EXERCISE DIRECTIONS -
Every line of the entries below that includes "named" belongs in the answer, copied as written.

----------

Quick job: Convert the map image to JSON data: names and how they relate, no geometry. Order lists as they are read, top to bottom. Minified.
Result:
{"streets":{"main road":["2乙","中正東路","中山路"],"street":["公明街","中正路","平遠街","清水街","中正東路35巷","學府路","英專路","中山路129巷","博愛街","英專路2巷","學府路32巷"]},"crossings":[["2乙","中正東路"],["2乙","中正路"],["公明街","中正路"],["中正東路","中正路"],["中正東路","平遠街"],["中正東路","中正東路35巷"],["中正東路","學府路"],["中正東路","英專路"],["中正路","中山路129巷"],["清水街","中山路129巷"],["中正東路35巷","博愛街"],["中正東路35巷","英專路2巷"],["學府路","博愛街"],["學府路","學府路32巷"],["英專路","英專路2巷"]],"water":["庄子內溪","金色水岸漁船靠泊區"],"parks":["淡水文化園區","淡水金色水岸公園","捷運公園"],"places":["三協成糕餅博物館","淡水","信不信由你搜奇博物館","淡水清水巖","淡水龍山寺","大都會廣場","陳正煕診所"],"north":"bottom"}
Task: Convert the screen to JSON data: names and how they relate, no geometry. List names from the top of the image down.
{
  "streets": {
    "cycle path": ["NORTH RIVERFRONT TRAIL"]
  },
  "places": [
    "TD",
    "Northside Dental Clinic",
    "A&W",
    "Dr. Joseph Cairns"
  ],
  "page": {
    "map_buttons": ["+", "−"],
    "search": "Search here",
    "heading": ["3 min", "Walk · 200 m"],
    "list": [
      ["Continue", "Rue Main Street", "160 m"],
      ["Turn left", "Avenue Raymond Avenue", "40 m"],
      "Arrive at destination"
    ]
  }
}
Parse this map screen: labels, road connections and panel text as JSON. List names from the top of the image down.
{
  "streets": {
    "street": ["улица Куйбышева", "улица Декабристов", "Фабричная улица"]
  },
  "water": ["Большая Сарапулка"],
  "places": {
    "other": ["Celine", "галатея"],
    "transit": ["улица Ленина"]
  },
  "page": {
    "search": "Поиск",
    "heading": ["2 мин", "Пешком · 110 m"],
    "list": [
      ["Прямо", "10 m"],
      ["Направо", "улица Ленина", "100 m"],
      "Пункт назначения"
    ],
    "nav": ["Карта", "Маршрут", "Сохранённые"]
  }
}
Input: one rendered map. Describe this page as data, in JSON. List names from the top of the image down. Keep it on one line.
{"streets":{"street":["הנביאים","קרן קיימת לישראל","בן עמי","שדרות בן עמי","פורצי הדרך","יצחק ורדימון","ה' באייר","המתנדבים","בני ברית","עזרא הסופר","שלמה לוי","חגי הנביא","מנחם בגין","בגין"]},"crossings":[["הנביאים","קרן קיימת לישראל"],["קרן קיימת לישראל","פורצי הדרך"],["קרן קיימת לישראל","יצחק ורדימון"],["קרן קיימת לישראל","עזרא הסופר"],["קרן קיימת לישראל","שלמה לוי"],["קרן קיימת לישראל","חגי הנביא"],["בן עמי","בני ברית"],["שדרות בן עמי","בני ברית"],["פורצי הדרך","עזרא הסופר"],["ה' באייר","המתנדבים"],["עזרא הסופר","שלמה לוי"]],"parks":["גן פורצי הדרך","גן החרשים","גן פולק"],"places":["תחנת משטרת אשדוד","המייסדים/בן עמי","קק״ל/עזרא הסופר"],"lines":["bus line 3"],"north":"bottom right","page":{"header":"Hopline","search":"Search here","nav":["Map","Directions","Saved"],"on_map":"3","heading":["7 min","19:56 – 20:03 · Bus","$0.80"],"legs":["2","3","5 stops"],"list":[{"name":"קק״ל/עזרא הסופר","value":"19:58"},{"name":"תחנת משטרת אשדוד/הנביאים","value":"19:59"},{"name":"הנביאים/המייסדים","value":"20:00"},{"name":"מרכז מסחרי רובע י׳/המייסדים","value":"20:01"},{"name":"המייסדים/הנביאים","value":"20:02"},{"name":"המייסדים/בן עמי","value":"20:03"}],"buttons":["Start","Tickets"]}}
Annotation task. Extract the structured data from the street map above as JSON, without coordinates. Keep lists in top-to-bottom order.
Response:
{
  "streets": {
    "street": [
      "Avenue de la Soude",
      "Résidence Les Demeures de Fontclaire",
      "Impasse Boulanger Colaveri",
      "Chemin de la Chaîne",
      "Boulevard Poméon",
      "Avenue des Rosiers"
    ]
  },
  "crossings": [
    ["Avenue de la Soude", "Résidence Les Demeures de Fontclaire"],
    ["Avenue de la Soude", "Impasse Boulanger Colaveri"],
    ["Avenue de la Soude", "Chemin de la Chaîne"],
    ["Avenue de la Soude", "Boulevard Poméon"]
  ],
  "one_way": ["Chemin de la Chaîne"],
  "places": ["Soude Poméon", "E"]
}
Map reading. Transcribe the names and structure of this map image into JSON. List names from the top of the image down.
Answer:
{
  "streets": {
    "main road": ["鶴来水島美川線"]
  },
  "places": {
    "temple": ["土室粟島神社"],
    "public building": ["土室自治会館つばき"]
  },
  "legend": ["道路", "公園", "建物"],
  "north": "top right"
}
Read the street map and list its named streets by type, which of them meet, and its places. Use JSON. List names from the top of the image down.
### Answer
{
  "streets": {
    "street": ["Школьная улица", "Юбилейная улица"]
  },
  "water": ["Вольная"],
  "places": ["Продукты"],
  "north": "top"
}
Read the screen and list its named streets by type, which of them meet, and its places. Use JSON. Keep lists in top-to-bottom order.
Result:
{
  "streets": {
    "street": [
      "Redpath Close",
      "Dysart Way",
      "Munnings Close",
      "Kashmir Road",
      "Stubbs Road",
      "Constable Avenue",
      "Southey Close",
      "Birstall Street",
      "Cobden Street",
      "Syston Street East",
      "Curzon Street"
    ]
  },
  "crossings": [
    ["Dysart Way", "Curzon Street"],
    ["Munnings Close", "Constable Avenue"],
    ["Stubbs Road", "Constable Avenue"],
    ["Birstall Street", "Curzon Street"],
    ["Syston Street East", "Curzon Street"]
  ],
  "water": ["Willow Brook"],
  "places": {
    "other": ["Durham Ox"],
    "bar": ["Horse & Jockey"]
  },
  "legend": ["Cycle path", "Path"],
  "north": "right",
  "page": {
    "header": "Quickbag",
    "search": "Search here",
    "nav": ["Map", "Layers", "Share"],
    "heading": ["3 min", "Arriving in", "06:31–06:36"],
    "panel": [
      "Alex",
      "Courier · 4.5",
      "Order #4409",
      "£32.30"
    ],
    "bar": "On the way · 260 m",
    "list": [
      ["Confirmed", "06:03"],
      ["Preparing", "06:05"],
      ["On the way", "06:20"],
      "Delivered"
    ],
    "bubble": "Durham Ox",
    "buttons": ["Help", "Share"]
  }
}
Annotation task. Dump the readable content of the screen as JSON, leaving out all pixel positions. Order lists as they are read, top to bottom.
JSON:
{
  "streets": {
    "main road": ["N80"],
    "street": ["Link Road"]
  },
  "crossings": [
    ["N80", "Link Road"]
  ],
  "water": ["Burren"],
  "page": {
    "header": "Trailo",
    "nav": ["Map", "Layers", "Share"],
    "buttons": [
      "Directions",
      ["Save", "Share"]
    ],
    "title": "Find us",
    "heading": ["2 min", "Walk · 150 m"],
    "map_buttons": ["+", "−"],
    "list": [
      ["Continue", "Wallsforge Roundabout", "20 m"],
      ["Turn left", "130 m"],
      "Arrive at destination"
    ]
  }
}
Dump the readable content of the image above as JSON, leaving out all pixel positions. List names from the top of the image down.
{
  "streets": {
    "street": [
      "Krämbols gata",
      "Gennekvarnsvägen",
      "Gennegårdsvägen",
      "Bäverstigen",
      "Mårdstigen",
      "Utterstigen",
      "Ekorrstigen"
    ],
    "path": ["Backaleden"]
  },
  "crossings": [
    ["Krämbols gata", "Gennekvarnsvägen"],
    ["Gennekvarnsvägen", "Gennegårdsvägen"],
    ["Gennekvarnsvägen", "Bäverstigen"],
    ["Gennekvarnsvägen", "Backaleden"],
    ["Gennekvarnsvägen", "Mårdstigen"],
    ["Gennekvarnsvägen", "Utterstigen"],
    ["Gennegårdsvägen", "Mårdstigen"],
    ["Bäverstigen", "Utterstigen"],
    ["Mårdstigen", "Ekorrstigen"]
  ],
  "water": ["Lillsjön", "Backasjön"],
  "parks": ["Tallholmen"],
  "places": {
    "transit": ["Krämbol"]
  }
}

----------

WRITTEN ANSWER -
Read the street map and list its named streets by type, which of them meet, and its places. Use JSON. List names from the top of the image down.
Read the screen and list its named streets by type, which of them meet, and its places. Use JSON. Keep lists in top-to-bottom order.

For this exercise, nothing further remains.